* What the task requires: Return all lines from the entries below in which the word "edges" is present.

* Data records:
* * * * * * *
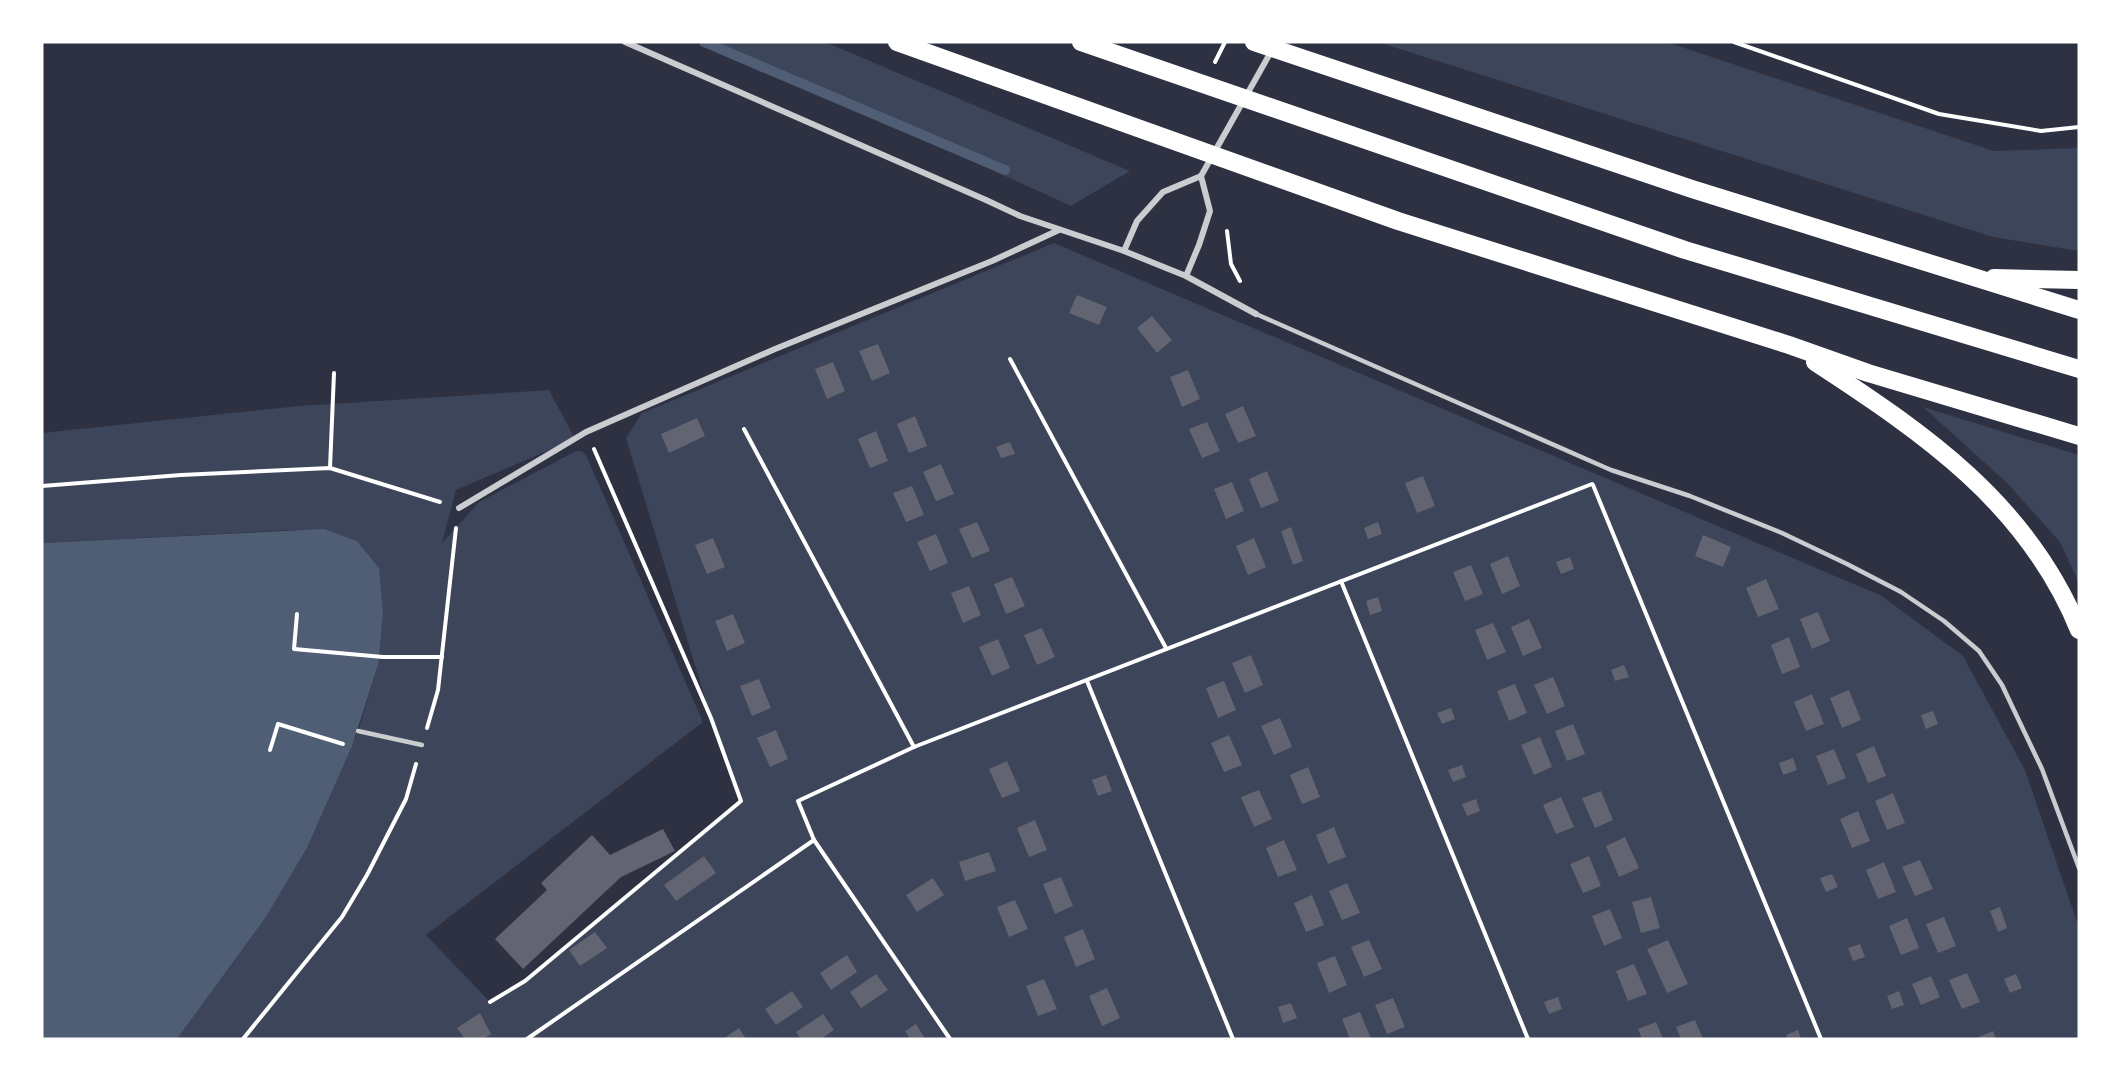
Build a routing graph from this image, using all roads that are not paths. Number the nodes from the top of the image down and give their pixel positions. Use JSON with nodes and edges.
* * * * * * *
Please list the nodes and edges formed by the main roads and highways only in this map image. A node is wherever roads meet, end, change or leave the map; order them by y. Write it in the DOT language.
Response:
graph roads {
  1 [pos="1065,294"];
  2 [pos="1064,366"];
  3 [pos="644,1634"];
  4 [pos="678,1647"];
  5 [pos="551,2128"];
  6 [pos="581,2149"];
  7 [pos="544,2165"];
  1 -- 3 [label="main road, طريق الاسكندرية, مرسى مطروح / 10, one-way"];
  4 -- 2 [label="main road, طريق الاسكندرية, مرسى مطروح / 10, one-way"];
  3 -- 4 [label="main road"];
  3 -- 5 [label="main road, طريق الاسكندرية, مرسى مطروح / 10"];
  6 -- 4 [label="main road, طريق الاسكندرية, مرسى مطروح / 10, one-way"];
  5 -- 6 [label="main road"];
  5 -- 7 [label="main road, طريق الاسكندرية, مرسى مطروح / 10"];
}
* * * * * * *
* Result for this exercise:
Build a routing graph from this image, using all roads that are not paths. Number the nodes from the top of the image down and give their pixel positions. Use JSON with nodes and edges.
Please list the nodes and edges formed by the main roads and highways only in this map image. A node is wherever roads meet, end, change or leave the map; order them by y. Write it in the DOT language.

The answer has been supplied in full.